Y en la mitad del camino, los congresistas comenzaron a diseñar la reforma ajustada a sus necesidades. Tres de los cuatro vicios que el presidente Santos presentó como argumento para devolver el Acto Legislativo al Congreso que, según él, fueron incorporados en la conciliación, en realidad eran temas que habían sido tratados en varios de los debates (dos de ellos relativos a la pérdida de investidura y un tercero sobre el hoy gerente de la Rama). Como él mismo lo dijo, no se puede permitir que una reforma que "quiere descongestionar la Justicia y hacerla más cercana al ciudadano, termine haciéndole el juego a quienes quieren escapar de ella".

¿Quién responde por este descalabro? ¿Los congresistas que inventaron los 'micos'? ¿Los magistrados con su silencio cómplice? ¿O el gobierno que no pudo calibrar y controlar lo que se estaba cocinando en el Congreso?

Aquí todos son culpables. Si el problema está en la última etapa de la reforma, tienen buena parte de la culpa los 12 congresistas de la comisión de conciliación y los presidentes de la Cámara, Simón Gaviria, y el Senado, Juan Manuel Corzo, que la conformaron. Los ministros de Justicia e Interior, Juan Carlos Esguerra y Federico Renjifo, tampoco salen bien librados, pues su responsabilidad era tapar los goles de los congresistas.

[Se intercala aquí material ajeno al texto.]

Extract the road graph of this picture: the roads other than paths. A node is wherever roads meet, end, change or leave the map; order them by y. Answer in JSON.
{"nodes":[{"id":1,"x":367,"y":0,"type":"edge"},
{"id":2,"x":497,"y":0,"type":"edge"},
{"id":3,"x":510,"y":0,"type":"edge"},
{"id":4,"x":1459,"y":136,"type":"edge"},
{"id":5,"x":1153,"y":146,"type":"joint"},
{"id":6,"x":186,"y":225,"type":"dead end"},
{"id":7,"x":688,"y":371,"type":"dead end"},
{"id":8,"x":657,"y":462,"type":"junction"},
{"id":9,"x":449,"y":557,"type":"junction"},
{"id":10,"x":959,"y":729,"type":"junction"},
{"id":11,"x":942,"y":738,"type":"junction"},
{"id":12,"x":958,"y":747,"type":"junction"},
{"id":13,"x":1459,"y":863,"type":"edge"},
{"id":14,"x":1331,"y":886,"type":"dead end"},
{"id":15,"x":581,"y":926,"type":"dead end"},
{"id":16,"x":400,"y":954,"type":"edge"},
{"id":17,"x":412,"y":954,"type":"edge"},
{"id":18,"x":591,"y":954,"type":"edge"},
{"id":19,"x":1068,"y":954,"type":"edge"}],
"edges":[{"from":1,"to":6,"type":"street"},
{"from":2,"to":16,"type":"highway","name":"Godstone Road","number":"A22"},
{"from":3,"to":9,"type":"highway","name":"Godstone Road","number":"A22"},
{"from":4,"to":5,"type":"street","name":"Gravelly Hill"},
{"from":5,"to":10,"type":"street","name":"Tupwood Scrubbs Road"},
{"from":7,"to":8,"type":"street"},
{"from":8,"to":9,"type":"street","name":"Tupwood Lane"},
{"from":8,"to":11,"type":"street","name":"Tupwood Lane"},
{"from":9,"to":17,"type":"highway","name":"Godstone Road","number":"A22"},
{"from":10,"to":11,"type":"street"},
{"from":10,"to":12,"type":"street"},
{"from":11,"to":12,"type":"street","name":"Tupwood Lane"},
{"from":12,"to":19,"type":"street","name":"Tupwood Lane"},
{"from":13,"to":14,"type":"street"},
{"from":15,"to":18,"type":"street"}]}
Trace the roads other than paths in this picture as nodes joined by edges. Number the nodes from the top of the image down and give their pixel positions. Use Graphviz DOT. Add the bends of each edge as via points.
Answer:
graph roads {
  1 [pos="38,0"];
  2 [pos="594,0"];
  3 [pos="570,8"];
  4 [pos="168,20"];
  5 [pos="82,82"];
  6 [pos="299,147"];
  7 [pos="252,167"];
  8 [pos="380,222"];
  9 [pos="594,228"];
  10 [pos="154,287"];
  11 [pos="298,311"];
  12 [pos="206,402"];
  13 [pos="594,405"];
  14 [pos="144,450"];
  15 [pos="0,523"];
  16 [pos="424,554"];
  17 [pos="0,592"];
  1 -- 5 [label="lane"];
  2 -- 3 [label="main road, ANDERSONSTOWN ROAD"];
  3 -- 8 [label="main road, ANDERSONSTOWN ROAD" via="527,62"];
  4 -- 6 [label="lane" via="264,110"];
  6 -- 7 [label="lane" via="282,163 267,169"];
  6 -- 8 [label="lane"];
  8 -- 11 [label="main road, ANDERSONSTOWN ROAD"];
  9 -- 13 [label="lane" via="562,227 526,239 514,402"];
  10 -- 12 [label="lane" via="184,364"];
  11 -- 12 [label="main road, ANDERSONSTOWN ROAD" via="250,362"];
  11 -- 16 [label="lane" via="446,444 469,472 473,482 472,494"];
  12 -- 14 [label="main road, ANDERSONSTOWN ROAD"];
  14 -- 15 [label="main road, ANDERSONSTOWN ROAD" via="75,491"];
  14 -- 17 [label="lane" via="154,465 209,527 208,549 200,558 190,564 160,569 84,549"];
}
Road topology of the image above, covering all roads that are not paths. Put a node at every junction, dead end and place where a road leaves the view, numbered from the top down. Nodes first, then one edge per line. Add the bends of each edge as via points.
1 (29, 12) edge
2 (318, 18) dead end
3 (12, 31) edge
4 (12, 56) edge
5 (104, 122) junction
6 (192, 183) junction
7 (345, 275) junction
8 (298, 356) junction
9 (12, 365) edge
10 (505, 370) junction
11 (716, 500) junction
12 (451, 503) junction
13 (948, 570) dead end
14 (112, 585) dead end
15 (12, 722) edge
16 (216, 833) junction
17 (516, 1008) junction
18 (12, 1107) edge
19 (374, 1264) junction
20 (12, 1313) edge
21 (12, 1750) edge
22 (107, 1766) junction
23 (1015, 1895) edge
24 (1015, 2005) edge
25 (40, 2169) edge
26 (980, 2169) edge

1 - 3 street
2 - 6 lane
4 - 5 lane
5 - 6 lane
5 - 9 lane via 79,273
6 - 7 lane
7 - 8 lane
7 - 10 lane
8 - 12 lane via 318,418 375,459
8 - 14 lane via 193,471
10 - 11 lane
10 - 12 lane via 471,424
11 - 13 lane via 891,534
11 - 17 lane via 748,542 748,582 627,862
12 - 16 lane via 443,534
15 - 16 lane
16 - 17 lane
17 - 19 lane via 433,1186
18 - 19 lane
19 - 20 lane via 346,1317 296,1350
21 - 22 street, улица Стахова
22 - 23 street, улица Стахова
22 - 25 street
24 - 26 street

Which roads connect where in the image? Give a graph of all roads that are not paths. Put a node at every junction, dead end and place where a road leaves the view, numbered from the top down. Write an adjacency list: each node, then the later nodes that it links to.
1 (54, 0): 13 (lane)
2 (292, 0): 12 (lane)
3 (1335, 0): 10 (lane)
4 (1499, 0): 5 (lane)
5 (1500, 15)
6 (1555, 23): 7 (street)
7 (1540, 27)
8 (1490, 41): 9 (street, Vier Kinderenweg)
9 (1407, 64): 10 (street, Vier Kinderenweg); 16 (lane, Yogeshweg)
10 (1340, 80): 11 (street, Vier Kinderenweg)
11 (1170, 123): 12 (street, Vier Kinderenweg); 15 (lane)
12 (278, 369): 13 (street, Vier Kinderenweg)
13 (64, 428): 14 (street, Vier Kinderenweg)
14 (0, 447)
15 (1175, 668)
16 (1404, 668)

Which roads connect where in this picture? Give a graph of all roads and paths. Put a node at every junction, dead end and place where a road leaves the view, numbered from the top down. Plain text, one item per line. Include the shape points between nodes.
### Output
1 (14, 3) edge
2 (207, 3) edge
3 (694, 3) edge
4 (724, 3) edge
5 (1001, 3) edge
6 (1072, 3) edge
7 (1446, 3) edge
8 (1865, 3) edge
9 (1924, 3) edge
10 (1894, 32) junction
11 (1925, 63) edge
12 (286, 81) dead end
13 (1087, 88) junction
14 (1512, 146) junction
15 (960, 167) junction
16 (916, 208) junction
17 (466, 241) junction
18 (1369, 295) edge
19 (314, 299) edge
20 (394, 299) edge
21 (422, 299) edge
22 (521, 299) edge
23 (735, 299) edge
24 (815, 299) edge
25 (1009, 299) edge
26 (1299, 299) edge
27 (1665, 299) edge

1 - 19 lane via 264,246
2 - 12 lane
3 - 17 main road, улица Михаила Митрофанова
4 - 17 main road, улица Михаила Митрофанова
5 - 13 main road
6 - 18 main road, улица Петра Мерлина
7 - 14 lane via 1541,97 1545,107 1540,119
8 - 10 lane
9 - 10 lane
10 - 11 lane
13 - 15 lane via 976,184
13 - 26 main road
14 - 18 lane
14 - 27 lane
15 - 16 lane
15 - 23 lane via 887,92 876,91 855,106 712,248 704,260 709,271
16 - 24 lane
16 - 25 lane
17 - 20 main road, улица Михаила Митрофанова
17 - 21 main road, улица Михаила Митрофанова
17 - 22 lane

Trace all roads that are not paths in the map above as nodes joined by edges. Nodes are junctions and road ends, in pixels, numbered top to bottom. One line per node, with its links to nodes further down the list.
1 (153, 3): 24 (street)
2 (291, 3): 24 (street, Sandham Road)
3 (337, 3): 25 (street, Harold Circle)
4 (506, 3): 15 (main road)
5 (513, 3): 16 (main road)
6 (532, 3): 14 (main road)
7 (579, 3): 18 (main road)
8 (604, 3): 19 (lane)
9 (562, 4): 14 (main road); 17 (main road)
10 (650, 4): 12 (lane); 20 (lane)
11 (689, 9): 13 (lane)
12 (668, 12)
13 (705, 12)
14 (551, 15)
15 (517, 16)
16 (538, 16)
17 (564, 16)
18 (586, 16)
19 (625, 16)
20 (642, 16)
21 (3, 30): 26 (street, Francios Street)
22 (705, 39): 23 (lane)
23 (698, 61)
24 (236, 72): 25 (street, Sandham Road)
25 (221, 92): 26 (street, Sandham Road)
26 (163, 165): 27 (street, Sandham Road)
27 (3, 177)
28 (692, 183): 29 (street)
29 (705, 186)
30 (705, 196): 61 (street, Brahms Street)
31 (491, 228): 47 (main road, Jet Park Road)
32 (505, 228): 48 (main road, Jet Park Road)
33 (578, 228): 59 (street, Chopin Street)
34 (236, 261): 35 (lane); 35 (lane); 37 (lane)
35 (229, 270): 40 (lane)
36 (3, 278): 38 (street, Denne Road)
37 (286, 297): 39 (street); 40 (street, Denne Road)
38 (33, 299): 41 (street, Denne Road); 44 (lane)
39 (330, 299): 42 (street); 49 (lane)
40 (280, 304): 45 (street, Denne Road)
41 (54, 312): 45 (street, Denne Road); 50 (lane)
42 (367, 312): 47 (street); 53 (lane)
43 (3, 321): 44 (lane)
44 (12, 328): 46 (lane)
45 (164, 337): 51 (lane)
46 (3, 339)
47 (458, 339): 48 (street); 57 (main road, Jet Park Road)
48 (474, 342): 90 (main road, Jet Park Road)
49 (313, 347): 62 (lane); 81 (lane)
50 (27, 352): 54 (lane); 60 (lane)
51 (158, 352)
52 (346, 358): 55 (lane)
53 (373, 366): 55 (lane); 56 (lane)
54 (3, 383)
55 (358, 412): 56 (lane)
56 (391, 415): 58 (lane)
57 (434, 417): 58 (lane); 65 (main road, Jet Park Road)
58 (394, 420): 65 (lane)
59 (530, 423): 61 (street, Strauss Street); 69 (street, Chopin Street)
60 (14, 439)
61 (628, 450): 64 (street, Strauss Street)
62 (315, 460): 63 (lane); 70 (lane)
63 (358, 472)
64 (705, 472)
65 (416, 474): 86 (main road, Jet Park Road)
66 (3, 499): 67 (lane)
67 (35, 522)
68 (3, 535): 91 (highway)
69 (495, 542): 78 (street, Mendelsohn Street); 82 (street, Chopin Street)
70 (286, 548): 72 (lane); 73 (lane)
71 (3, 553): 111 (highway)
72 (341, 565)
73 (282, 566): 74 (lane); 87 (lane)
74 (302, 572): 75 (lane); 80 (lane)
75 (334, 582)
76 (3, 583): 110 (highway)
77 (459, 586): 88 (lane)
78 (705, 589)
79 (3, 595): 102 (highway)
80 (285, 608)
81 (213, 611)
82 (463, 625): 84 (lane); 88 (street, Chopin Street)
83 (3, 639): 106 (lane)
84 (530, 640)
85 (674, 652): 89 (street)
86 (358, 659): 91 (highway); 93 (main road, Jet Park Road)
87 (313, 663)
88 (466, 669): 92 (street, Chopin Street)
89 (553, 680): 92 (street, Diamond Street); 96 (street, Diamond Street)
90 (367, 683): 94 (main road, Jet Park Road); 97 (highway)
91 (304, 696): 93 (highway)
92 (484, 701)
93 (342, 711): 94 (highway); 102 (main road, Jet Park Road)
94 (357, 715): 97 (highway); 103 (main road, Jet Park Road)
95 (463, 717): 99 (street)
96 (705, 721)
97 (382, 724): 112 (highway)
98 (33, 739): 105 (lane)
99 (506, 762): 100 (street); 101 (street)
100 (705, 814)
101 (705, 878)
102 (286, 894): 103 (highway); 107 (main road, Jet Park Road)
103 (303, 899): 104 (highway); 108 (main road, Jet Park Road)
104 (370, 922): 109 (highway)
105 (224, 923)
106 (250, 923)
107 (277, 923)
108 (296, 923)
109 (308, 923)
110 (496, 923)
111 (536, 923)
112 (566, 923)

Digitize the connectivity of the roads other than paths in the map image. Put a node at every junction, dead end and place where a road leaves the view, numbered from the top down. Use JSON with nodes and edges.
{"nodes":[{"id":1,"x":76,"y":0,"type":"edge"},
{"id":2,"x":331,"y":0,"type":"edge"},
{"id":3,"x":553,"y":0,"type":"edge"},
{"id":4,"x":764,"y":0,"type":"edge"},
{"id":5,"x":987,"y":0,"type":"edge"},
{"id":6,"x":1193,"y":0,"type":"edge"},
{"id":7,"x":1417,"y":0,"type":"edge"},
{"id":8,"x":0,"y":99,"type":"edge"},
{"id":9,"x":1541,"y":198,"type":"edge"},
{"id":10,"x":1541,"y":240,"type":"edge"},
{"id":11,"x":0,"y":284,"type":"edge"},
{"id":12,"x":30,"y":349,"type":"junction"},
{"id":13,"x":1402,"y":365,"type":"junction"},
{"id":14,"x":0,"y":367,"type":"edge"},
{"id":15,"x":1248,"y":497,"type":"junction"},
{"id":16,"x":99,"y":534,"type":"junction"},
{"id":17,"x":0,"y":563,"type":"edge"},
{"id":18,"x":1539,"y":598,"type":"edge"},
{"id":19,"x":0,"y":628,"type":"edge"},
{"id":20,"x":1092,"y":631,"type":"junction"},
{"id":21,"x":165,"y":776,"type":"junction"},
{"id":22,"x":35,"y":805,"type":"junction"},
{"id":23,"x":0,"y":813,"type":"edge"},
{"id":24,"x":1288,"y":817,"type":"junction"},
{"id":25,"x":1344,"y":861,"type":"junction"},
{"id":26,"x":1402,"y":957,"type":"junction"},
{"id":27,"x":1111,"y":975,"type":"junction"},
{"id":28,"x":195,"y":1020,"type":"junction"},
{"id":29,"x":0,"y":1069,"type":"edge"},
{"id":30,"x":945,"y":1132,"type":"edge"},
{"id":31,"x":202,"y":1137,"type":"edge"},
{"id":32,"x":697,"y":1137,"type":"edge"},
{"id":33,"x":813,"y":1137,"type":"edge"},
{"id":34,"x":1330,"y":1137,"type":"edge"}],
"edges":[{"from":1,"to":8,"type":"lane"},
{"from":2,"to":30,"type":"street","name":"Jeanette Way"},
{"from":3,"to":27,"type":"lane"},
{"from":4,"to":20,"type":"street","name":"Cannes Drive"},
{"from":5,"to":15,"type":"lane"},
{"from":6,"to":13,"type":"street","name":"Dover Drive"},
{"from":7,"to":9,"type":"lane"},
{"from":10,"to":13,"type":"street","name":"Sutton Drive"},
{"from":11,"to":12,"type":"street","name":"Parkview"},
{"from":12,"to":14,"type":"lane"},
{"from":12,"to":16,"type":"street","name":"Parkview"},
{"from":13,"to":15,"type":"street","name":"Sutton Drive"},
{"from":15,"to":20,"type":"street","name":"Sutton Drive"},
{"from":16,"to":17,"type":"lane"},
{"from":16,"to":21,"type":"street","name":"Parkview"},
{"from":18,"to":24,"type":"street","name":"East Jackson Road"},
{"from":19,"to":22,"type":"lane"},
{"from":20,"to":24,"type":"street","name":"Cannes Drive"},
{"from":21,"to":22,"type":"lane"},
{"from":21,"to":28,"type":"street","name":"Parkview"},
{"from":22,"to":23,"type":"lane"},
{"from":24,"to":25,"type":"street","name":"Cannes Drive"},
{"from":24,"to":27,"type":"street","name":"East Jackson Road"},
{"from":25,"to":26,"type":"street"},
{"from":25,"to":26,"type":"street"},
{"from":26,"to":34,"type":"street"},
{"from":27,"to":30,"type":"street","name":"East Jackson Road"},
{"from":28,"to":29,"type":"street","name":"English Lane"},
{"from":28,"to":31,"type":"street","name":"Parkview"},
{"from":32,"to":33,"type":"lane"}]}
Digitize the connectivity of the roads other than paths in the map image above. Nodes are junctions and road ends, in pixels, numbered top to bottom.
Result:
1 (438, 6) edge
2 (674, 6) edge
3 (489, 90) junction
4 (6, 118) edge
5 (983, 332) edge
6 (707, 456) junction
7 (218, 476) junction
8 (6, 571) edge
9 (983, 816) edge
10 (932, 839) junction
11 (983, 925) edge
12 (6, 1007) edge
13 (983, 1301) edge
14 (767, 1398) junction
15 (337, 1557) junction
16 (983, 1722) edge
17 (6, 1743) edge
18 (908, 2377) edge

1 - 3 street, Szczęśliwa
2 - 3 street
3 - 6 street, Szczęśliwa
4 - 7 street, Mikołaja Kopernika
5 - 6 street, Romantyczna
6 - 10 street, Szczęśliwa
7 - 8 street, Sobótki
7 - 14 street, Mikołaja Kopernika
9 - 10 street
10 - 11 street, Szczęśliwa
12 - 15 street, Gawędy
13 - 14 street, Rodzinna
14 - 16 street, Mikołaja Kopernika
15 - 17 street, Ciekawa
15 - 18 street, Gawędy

Los seis senadores llegaron a la conciliación con un pacto previo e incorporaron casi todos los cambios que hoy tienen con los pelos de punta al país. En el caso de la Cámara, si bien dos de los representantes -Germán Varón y Roosevelt Rodríguez- fueron los únicos que opusieron resistencia a los cambios, aún Simón Gaviria no ha podido dar una explicación convincente de por qué no incluyó en esa comisión a Guillermo Rivera y a Alfonso Prada que se habían fajado como los más aguerridos a la hora de evitar los desafueros de la reforma. "Con ellos ahí, por lo menos se habría armado algún despelote para evitar el texto que salió. Se habrían salido con el ministro cuando lo sacaron de la reunión o alguna cosa habría ocurrido", dice uno de los participantes. De hecho, el representante Guillermo Rivera alcanzó a advertir esa mañana del miércoles, antes de la votación final, algunos de los graves pecados del texto. Pero nada pasó.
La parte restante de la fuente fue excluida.